_Collected data entries_:
%%
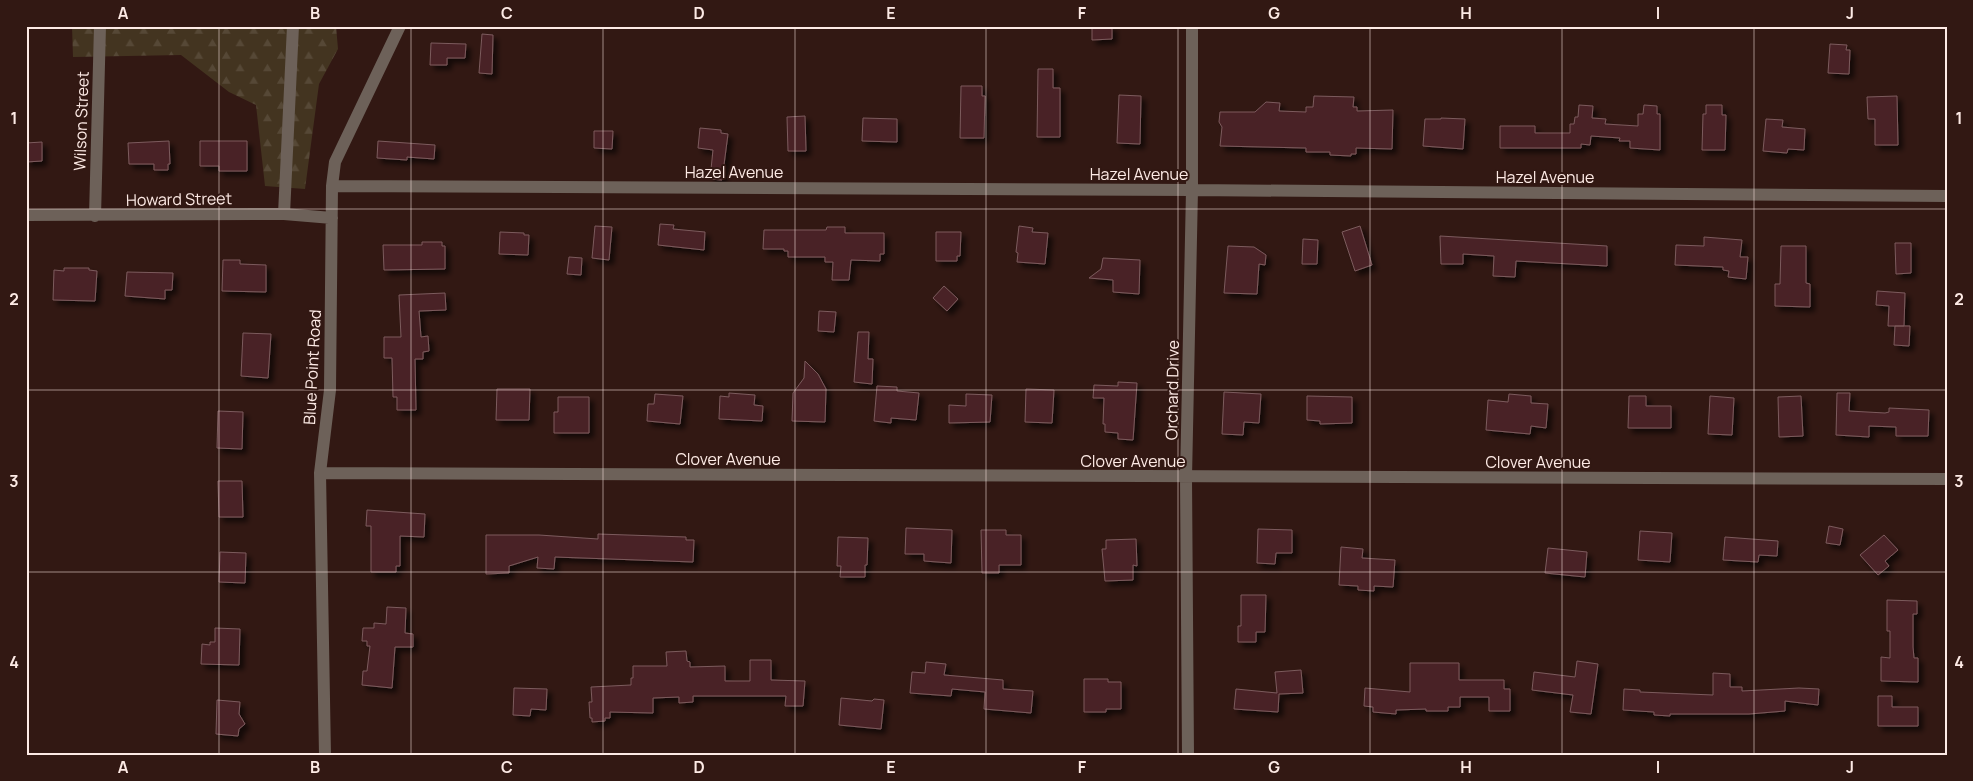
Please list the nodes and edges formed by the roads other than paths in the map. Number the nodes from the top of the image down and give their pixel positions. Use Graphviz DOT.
graph roads {
  1 [pos="100,26"];
  2 [pos="293,26"];
  3 [pos="400,26"];
  4 [pos="1192,26"];
  5 [pos="332,186"];
  6 [pos="1192,190"];
  7 [pos="1947,196"];
  8 [pos="284,214"];
  9 [pos="26,215"];
  10 [pos="95,216"];
  11 [pos="332,218"];
  12 [pos="320,473"];
  13 [pos="1186,478"];
  14 [pos="1947,479"];
  15 [pos="325,755"];
  16 [pos="1188,755"];
  1 -- 10 [label="street, Wilson Street"];
  2 -- 8 [label="street"];
  3 -- 5 [label="street, Blue Point Road"];
  4 -- 6 [label="street, Orchard Drive"];
  5 -- 6 [label="street, Hazel Avenue"];
  5 -- 11 [label="street, Blue Point Road"];
  6 -- 7 [label="street, Hazel Avenue"];
  6 -- 13 [label="street, Orchard Drive"];
  8 -- 10 [label="street, Howard Street"];
  8 -- 11 [label="street, Howard Street"];
  9 -- 10 [label="street, Howard Street"];
  11 -- 12 [label="street, Blue Point Road"];
  12 -- 13 [label="street, Clover Avenue"];
  12 -- 15 [label="street, Blue Point Road"];
  13 -- 14 [label="street, Clover Avenue"];
  13 -- 16 [label="street, Orchard Drive"];
}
%%
_How to complete this task_: List every line above that holds the word "Blue".

_Output for this exercise_:
  3 -- 5 [label="street, Blue Point Road"];
  5 -- 11 [label="street, Blue Point Road"];
  11 -- 12 [label="street, Blue Point Road"];
  12 -- 15 [label="street, Blue Point Road"];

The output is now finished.